Message ID | D4C76825A6780047854A11E93CDE84D02F7743@SAUSEXMBP01.amd.com |
---|---|
State | New |
Headers | show |
On Tue, Jun 15, 2010 at 2:34 PM, Fang, Changpeng <Changpeng.Fang@amd.com> wrote: > > Hi, > > This patch serves as a proposal to turn on software prefetching by default at -O3. > > Software prefetching pass has been introduced into gcc for a long time. It has been > observed that the prefetch pass is quite stable now and can noticeably improve > program performance where locality is a concern. As a result, we think it is time > to enable it under -O3 so that we can get the benefit out of it. > > We have collected the data that shows the impact of prefetch on cpu2006 performance > under -O3 with gcc 4.6. There is a ~2% improvement on both integer and floating programs > and there is no apparent degradation. Programs listed below are those that have at least > (+/-)1% variation: > 434.zeusmp (+1.77%), 436.cactusADM (+2.4%), 450.soplex (+1.28%), > 459.GemsFDTD (+5.48%), 470.lbm (+31.84%), 482.sphnix3 (+1.01%), > 458.sjeng (-1.27%), 462.libquantum (+19.23%). > > The patch passed bootstrapping with -O3 -g. We have observed 2 failues in regression tests: > (1) gcc.dg/torture/stackalign/setjmp-1.c -O3 -fomit-frame-pointer (internal compiler error) > This is bug 44503. It is a CFG problem associate with _builtin_prefetch and we have had > a fix for it. > (2) gcc.dg/tree-ssa/loop-19.c scan-tree-dump-times optimized "MEM.(base: &|symbol: )a," 2 > With prefetching turned on, the memory count is different. We can easily fix the test case after > this patch is accepted. > > We realize that prefetch in gcc still has room for improvement. But we think it is good enough > now to be turned on. > > Is it acceptable to commit this patch? > Have you measured performance impact on Intel Core i7?

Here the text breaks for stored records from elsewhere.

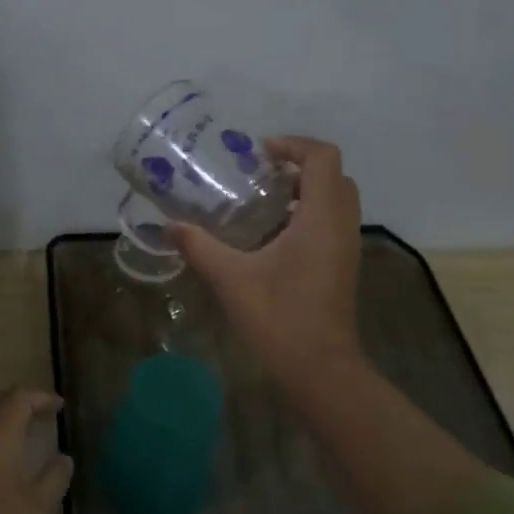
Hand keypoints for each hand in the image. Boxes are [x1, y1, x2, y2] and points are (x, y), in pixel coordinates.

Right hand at [168, 135, 365, 386]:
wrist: (318, 368)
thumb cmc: (278, 317)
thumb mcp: (230, 278)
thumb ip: (198, 246)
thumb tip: (168, 228)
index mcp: (321, 218)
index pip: (322, 157)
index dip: (293, 145)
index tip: (258, 155)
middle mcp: (341, 225)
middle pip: (332, 175)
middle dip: (298, 166)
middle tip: (259, 175)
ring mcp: (345, 247)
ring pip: (334, 200)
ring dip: (303, 191)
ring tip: (260, 202)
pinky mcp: (341, 266)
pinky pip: (330, 223)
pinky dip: (306, 215)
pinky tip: (268, 237)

>Have you measured performance impact on Intel Core i7?
Noy yet. I should have mentioned that the performance data I posted in based
on the test on amd-linux64 system and gcc 4.6 r160766. (which includes my
last change to fix tonto regression).
Thanks,
Changpeng
On Tue, Jun 15, 2010 at 3:10 PM, Fang, Changpeng <Changpeng.Fang@amd.com> wrote: >>Have you measured performance impact on Intel Core i7? > > Noy yet. I should have mentioned that the performance data I posted in based > on the test on amd-linux64 system and gcc 4.6 r160766. (which includes my > last change to fix tonto regression). > Is that rate or speed? I would like to see numbers on Intel Core i7 if you are proposing enable it by default for x86. Thanks.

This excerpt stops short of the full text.